24日にあった、個別指導の話です。
24日はクリスマスイブだというのに、浮かれた気持ちにもなれずに、久しぶりに緊張した朝を迎えました。
いつもより早く病院に行き、指定された患者さんのカルテを最終チェックしました。
どんな症状で患者さんが来院されて、どの疾患の可能性を考えて、どういう検査をして、結果はどうだったか、そして治療方針はどうしたか・・
そのようなことが、毎日秩序だててきちんとカルテに書けているか、誤字脱字はないか。
準備万端整えて、午前診療後に名古屋の栄の会場に向かいました。
地下鉄浄水駅から上前津経由で栄に到着するまで、約45分くらいかかったでしょうか、その間ずっと緊張していたようで、あまり記憶がありません。
予定時間の2時より15分ほど前に栄駅に着くと、中日ビルの近くの「愛知県医師会館」を目指しました。
医師会館の看板が見えたので、「よし!行くぞ!」と小さく自分のなかで気合を入れて、このビルの8階の会場にむけて、エレベーターに乗り込みました。
ところが、8階に降りたところ、着物を着たおばさんたち、いや女性がたくさんいらっしゃるので、あれれ?と思いました。
会場が違うのか、いや確かに8階だし・・
女性たちに囲まれて、「きもの教室○×展示会」という看板があるだけで、面接会場らしき緊張した雰囲気の場所が、どこにもないではありませんか。
おかしい、おかしいと思いながら、おそるおそる着物姿の女性に声をかけてみました。
「あのぉ、ここは医師会館ですよね??」 「違いますよ、お隣のビルです。
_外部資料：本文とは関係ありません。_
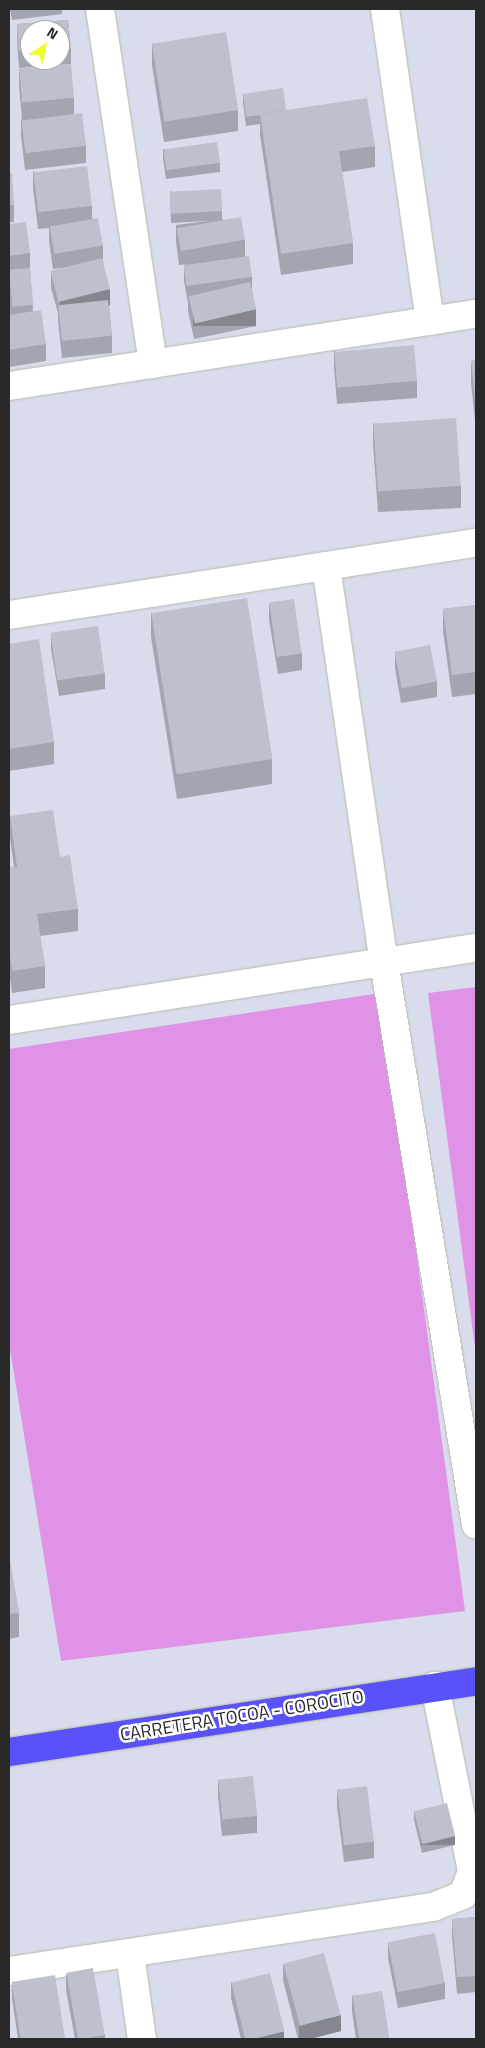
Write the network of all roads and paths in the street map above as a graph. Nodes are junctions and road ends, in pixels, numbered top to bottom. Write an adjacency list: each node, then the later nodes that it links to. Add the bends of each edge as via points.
1 (100, 9): 5 (street)
2 (385, 9): 4 (street)
3 (476, 314): 4 (street)
4 (430, 321): 5 (street)
5 (153, 364): 6 (street)
6 (9, 386)
7 (476, 543): 8 (street)
8 (326, 566): 9 (street); 11 (street)
9 (9, 615)
10 (476, 948): 11 (street)
11 (384, 962): 12 (street); 13 (street)
12 (9, 1020)
13 (476, 1525)
14 (476, 1681): 15 (main road, CARRETERA TOCOA - COROCITO)
15 (434, 1686): 16 (main road, CARRETERA TOCOA - COROCITO); 17 (street, via 472,1871 463,1895 433,1908)
16 (9, 1752)
17 (130, 1954): 18 (street); 19 (street)
18 (9, 1971)
19 (142, 2039)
イヤだぁ、ほっほっほー」 っと一笑に伏せられてしまい、思わず赤面してしまいました。
慌ててエレベーターを降り、隣のビルに向かいました。
ヤバイ遅刻かと思い、いつものように冷や汗を垂らしながら、医師会館8階に降り立つと、さっきとは打って変わって緊張した雰囲気が漂っていました。
係りの人に、前室で待つように言われ、椅子にこしかけると、再び手綱を締め直す間もなく、入室するよう案内されました。
あんなにも緊張していたはずなのに、きもの展示場の一件で、一気に緊張の糸が切れたまま「個別指導」が始まったのです。
案内された椅子の前には、まさに医師会の重鎮と思われる先生がお二人、厳しい表情で座っていらっしゃいました。
厳かな雰囲気の中、患者さんのカルテチェックが始まり、この検査結果が書いてないとか、これは保険点数が間違ってるとか、一部指摘を受けました。
しかし、おおむね合格だったようで、1時間の予定が40分で終了しました。
個別指導が終わったとき、重鎮のお二人に、「このあとも個別指導がつづくのですか?大変ですね、お疲れ様です。」と愛想をふりまきました。
すると、初めてお二人とも柔らかい顔になって、「先生はカルテきちんと書いてありますよ、だからスムーズに終わった。僕たちも次の人の指導までに休憩時間ができてよかった。この調子で頑張って。」と言われ、一気に浮かれた気分になり、ホッとして会場を後にしたのでした。
予定よりも早く終わったため、午後の診療時間に遅刻することもなく、クリニックにたどり着きました。
地下鉄ではずっと、うす笑いを浮かべていたので、他の乗客に、変なおじさんと思われたかもしれませんけど、本当にうまくいってよかった。
無事に終わったことが、自分にとっての最大のクリスマスプレゼントだったのかもしれません。
その夜は枕を高くして寝て、翌25日の診療も順調だったのですが、夕方に思わぬ大失敗をしたのです。
25日の午後の診療が始まったとき、あるスタッフに、「今月の給料がまだ振り込まれてないんですけど・・」と指摘されたんです。
あっ!忘れてた!と思ったときには、時すでに遅し。
当院は25日に給料振込なのですが、すぐにパソコンから振込の操作をしたところ、銀行からの振込は29日になってしまい、4日も遅れてしまうことになったのです。
今週は個別指導のことで頭がいっぱいで、すっかり忘れていました。
しかも、今月は10日に賞与の振込をしたので、それで今月の給料は払った気になっていたのも悪かったのです。
とは言っても、経営者としての自分がすべて悪いのですから、スタッフひとりひとりに、「すみません、すみません」と平謝りして回りました。
経営者としては失格ですね。以後絶対このようなことのないようにします。
でも、優しい優しいうちのスタッフの方々は、快く(?)許してくださったのです。
そして、再び当院の絆は深まったのでした。